More information about how different genetic variants contribute to risk of disease could help refine the definition of high-risk groups. A well-tested SNP profile could sort out individuals at the top of the spectrum, where the benefits of screening would outweigh the risks. Once the genetic risk is understood, public health professionals can employ the same communication strategies used to counsel people about heart disease risk. “We do [stratified screening] all the time with cardiovascular risk,” says Hilary Burton, director of the PHG Foundation based in England. Right now the evidence on breast cancer screening is “finely balanced between benefits and harm,” she says. The newly identified SNPs can help tip the balance for some carefully identified individuals.

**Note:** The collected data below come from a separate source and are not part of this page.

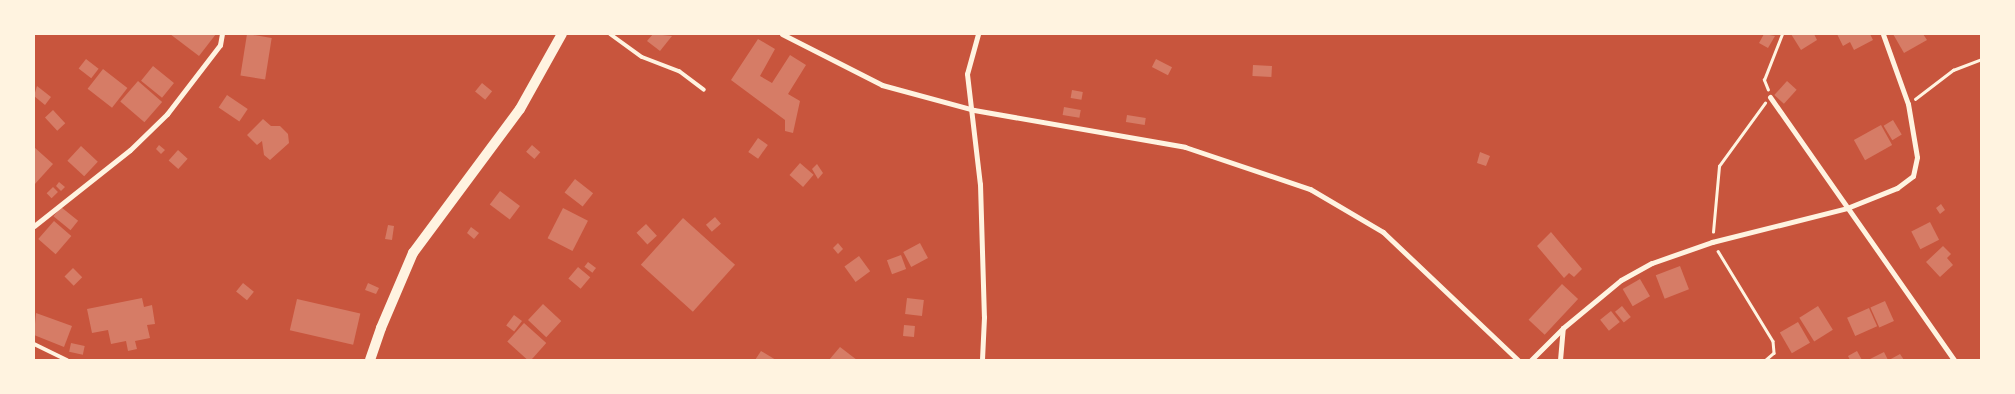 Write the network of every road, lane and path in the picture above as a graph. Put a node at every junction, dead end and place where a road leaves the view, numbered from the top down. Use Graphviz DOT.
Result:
graph roads {
  1 [pos="222,34"];
  2 [pos="562,34"];
  3 [pos="610,34"];
  4 [pos="782,34"];
  5 [pos="978,34"];
  6 [pos="1782,34"];
  7 [pos="1883,34"];
  8 [pos="1981,58"];
  9 [pos="704,90"];
  10 [pos="1770,98"];
  11 [pos="1908,104"];
  12 [pos="974,110"];
  13 [pos="1847,208"];
  14 [pos="35,224"];
  15 [pos="1712,242"];
  16 [pos="1563,328"];
  17 [pos="34,344"];
  18 [pos="67,360"];
  19 [pos="370,360"];
  20 [pos="982,360"];
  21 [pos="1518,360"];
  22 [pos="1531,360"];
  23 [pos="1560,360"];
  24 [pos="1766,360"];
  25 [pos="1954,360"];
  1 -- 14 [label="street"];
  2 -- 19 [label="main road"];
  3 -- 9 [label="lane"];
  4 -- 12 [label="street"];
  5 -- 12 [label="street"];
  6 -- 10 [label="path"];
  7 -- 11 [label="street"];
  8 -- 11 [label="path"];
  10 -- 13 [label="street"];
  10 -- 15 [label="path"];
  11 -- 13 [label="street"];
  12 -- 20 [label="street"];
  12 -- 21 [label="street"];
  13 -- 15 [label="street"];
  13 -- 25 [label="street"];
  15 -- 16 [label="street"];
  15 -- 24 [label="path"];
  16 -- 22 [label="street"];
  16 -- 23 [label="street"];
  17 -- 18 [label="lane"];
} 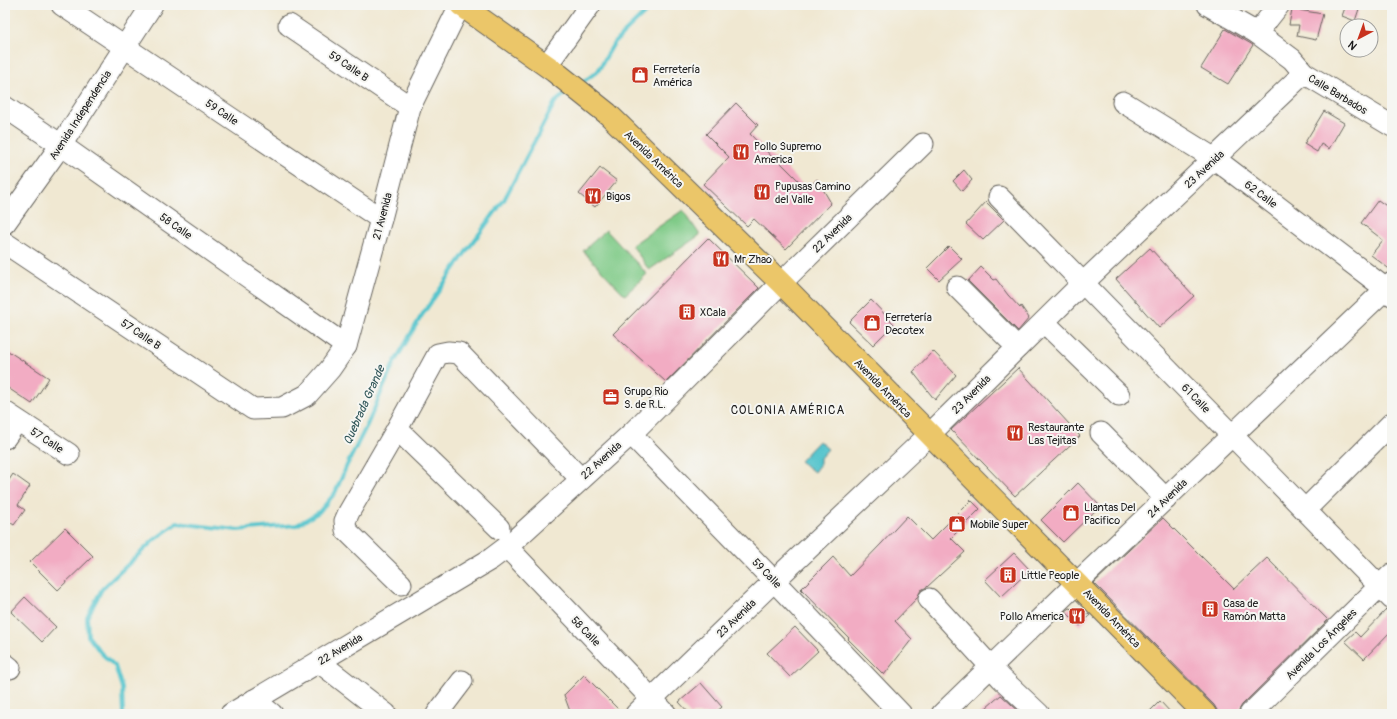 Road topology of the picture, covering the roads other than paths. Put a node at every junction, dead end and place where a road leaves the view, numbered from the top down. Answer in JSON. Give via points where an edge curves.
{"nodes":[{"id":1,"x":62,"y":5,"type":"edge"},
{"id":2,"x":152,"y":5,"type":"edge"},
{"id":3,"x":461,"y":5,"type":"edge"},
{"id":4,"x":590,"y":5,"type":"edge"},
{"id":5,"x":1208,"y":5,"type":"edge"},
{"id":6,"x":1280,"y":5,"type":"edge"},
{"id":7,"x":289,"y":25,"type":"dead end"},
{"id":8,"x":1257,"y":34,"type":"junction"},
{"id":9,"x":124,"y":46,"type":"junction"},
{"id":10,"x":551,"y":68,"type":"junction"},
{"id":11,"x":1304,"y":73,"type":"junction"},
{"id":12,"x":1123,"y":102,"type":"dead end"},
{"id":13,"x":5,"y":107,"type":"edge"},
{"id":14,"x":410,"y":107,"type":"junction"},
{"id":15,"x":1392,"y":126,"type":"edge"},
{"id":16,"x":923,"y":144,"type":"dead end"},
{"id":17,"x":61,"y":145,"type":"junction"},
{"id":18,"x":1215,"y":159,"type":"junction"},
{"id":19,"x":999,"y":197,"type":"dead end"},
{"id":20,"x":381,"y":219,"type":"junction"},
{"id":21,"x":5,"y":223,"type":"edge"},
{"id":22,"x":5,"y":243,"type":"edge"},
{"id":23,"x":781,"y":283,"type":"junction"},
{"id":24,"x":1083,"y":283,"type":"junction"},
{"id":25,"x":957,"y":287,"type":"dead end"},
{"id":26,"x":1390,"y":289,"type":"edge"},
{"id":27,"x":1044,"y":322,"type":"junction"},
{"id":28,"x":346,"y":346,"type":"junction"},
{"id":29,"x":1018,"y":347,"type":"junction"},
{"id":30,"x":1119,"y":395,"type":"dead end"},
{"id":31,"x":282,"y":408,"type":"joint"},
{"id":32,"x":11,"y":417,"type":"edge"},
{"id":33,"x":1392,"y":423,"type":"edge"},
{"id":34,"x":397,"y":429,"type":"junction"},
{"id":35,"x":1101,"y":433,"type":"dead end"},
{"id":36,"x":631,"y":434,"type":"junction"},
{"id":37,"x":929,"y":435,"type":"junction"},
{"id":38,"x":1232,"y":436,"type":"junction"},
{"id":39,"x":5,"y":438,"type":"edge"},
{"id":40,"x":69,"y":454,"type":"dead end"},
{"id":41,"x":581,"y":479,"type":"junction"},
{"id":42,"x":1166,"y":499,"type":"junction"},
{"id":43,"x":1305,"y":510,"type":"junction"},
{"id":44,"x":498,"y":528,"type":"dead end"},
{"id":45,"x":506,"y":547,"type":"junction"},
{"id":46,"x":774,"y":581,"type":"junction"},
{"id":47,"x":1077,"y":583,"type":"junction"},
{"id":48,"x":401,"y":584,"type":"dead end"},
{"id":49,"x":1388,"y":586,"type":"edge"},
{"id":50,"x":929,"y":599,"type":"dead end"},
{"id":51,"x":319,"y":662,"type":"junction"},
{"id":52,"x":991,"y":667,"type":"junction"},
{"id":53,"x":462,"y":681,"type":"dead end"},
{"id":54,"x":652,"y":699,"type":"junction"},
{"id":55,"x":254,"y":700,"type":"junction"},
{"id":56,"x":231,"y":714,"type":"edge"},
{"id":57,"x":272,"y":714,"type":"edge"},
{"id":58,"x":386,"y":714,"type":"edge"},
{"id":59,"x":437,"y":714,"type":"edge"},
{"id":60,"x":636,"y":714,"type":"edge"},
{"id":61,"x":666,"y":714,"type":"edge"},
{"id":62,"x":901,"y":714,"type":"edge"},
{"id":63,"x":942,"y":714,"type":"edge"},
{"id":64,"x":1038,"y":714,"type":"edge"},
{"id":65,"x":1205,"y":714,"type":"edge"},
{"id":66,"x":1250,"y":714,"type":"edge"}],
"edges":[{"from":1,"to":9,"type":"street","name":"59 Calle"},
{"from":2,"to":9,"type":"street","name":"Avenida Independencia"},
{"from":3,"to":10,"type":"main road","name":"Avenida América"},
{"from":3,"to":14,"type":"street","name":"21 Avenida"},
{"from":4,"to":10,"type":"street"},
{"from":5,"to":8,"type":"street","name":"Calle Barbados"},
{"from":6,"to":8,"type":"street"},
{"from":7,"to":14,"type":"street","name":"59 Calle B"},
{"from":8,"to":11,"type":"street","name":"Calle Barbados","via":[[1292,59]]},
{"from":9,"to":17,"type":"street","name":"Avenida Independencia"},
{"from":9,"to":20,"type":"street","name":"59 Calle"},
{"from":10,"to":23,"type":"main road","name":"Avenida América","via":[[608,114]]},
{"from":11,"to":15,"type":"street","name":"Calle Barbados"},
{"from":11,"to":18,"type":"street","name":"23 Avenida"},
{"from":12,"to":18,"type":"street","name":"62 Calle"},
{"from":13,"to":17,"type":"street","name":"58 Calle"},
{"from":14,"to":20,"type":"street","name":"21 Avenida"},
{"from":16,"to":23,"type":"street","name":"22 Avenida"},
{"from":17,"to":21,"type":"street","name":"Avenida Independencia"},
{"from":17,"to":28,"type":"street","name":"58 Calle"},
{"from":18,"to":24,"type":"street","name":"23 Avenida"},
{"from":18,"to":26,"type":"street","name":"62 Calle"},
{"from":19,"to":24,"type":"street","name":"61 Calle"},
{"from":20,"to":28,"type":"street","name":"21 Avenida"},
{"from":22,"to":31,"type":"street","name":"57 Calle B","via":[[253,409]]},
{"from":23,"to":36,"type":"street","name":"22 Avenida"},
{"from":23,"to":37,"type":"main road","name":"Avenida América"},
{"from":24,"to":27,"type":"street","name":"23 Avenida"},
{"from":24,"to":38,"type":"street","name":"61 Calle"},
{"from":25,"to":29,"type":"street"},
{"from":26,"to":38,"type":"street","name":"24 Avenida"},
{"from":27,"to":29,"type":"street","name":"23 Avenida"},
{"from":27,"to":30,"type":"street"},
{"from":28,"to":31,"type":"street","name":"21 Avenida","via":[[307,395]]},
{"from":29,"to":37,"type":"street","name":"23 Avenida"},
{"from":32,"to":39,"type":"street"},
{"from":32,"to":40,"type":"street","name":"57 Calle"},
{"from":33,"to":43,"type":"street"},
{"from":34,"to":41,"type":"street","via":[[438,354],[459,353]]},
{"from":34,"to":44,"type":"street"},
{"from":34,"to":48,"type":"street","via":[[345,521],[346,530]]},
{"from":35,"to":42,"type":"street"},
{"from":36,"to":41,"type":"street","name":"22 Avenida"},
{"from":36,"to":46,"type":"street","name":"59 Calle"},
{"from":37,"to":46,"type":"street","name":"23 Avenida"},
{"from":37,"to":47,"type":"main road","name":"Avenida América"},
{"from":38,"to":42,"type":"street","name":"24 Avenida"},
{"from":38,"to":43,"type":"street","name":"61 Calle"},
{"from":41,"to":45,"type":"street","name":"22 Avenida"},
{"from":42,"to":47,"type":"street","name":"24 Avenida"},
{"from":43,"to":49,"type":"street","name":"61 Calle"},
{"from":45,"to":51,"type":"street","name":"22 Avenida","via":[[491,559]]},
{"from":45,"to":54,"type":"street","name":"58 Calle"},
{"from":46,"to":54,"type":"street","name":"23 Avenida"},
{"from":46,"to":62,"type":"street","name":"59 Calle"},
{"from":47,"to":52,"type":"street","name":"24 Avenida"},
{"from":47,"to":65,"type":"main road","name":"Avenida América"},
{"from":49,"to":66,"type":"street","name":"Avenida Los Ángeles"},
{"from":50,"to":52,"type":"street"},
{"from":51,"to":55,"type":"street","name":"22 Avenida"},
{"from":51,"to":58,"type":"street"},
{"from":52,"to":63,"type":"street","name":"24 Avenida"},
{"from":52,"to":64,"type":"street"},
{"from":53,"to":59,"type":"street"},
{"from":54,"to":60,"type":"street","name":"23 Avenida"},
{"from":54,"to":61,"type":"street","name":"58 Calle"},
{"from":55,"to":56,"type":"street","name":"22 Avenida"},
{"from":55,"to":57,"type":"street"}]} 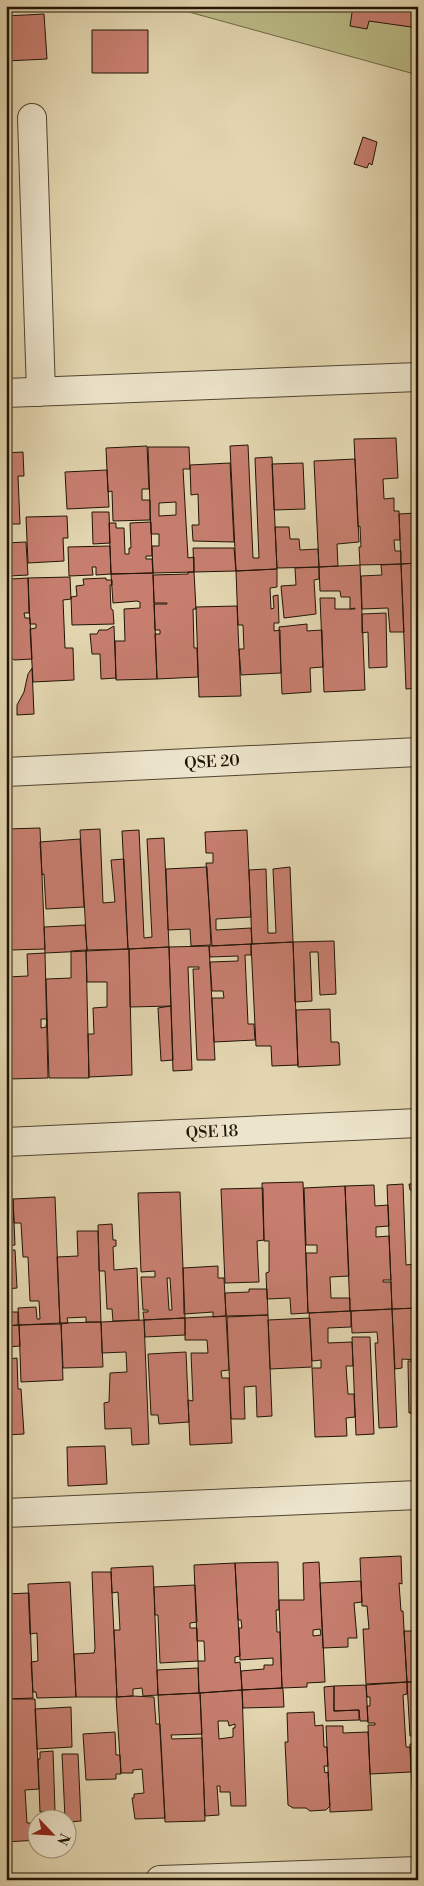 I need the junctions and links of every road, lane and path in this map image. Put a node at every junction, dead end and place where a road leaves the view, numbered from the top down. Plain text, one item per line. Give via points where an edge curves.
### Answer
1 (32, 118) dead end
2 (418, 378) edge
3 (41, 392) junction
4 (6, 393) edge
5 (418, 752) edge
6 (6, 772) edge
7 (418, 1123) edge
8 (6, 1142) edge
9 (418, 1496) edge
10 (6, 1512) edge
11 (418, 1871) edge
12 (160, 1880) edge

1 - 3 street
2 - 3 street
3 - 4 street
5 - 6 street, QSE 20
7 - 8 street, QSE 18
9 - 10 street
11 - 12 street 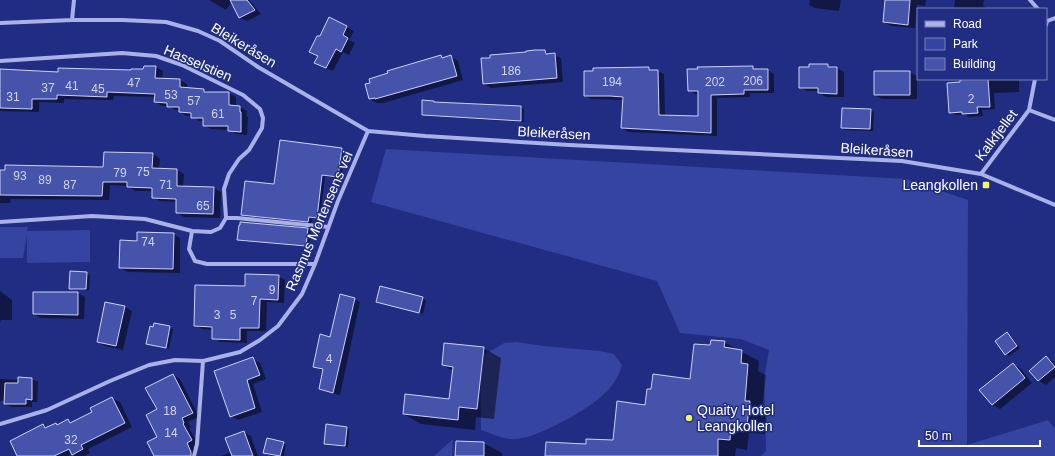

The vision the researchers outline could be in the not-too-distant future. People in their 40s today might see safer, stratified risk screening for some cancers within their lifetimes, Cambridge’s Easton said in a press conference. Still, before all patients can receive the benefits of safe screening, researchers will need to address a gap common to current genome-based discoveries: The 200,000 people in the COGS pool are largely of European descent and live Australia, North America and Europe. Whereas the consortium did find some risk markers specific to people of Asian descent, other genetic groups such as African and indigenous populations in the Americas and Australia are underrepresented.
“We are still very much in the discovery mode,” Chanock says. Decades after uncovering the genetic basis of cancer, that is a sobering statement.
*Correction (May 23, 2013): This sentence was edited after posting. Due to an editing error, it had erroneously identified Signature Genomics as manufacturer of the OncoChip.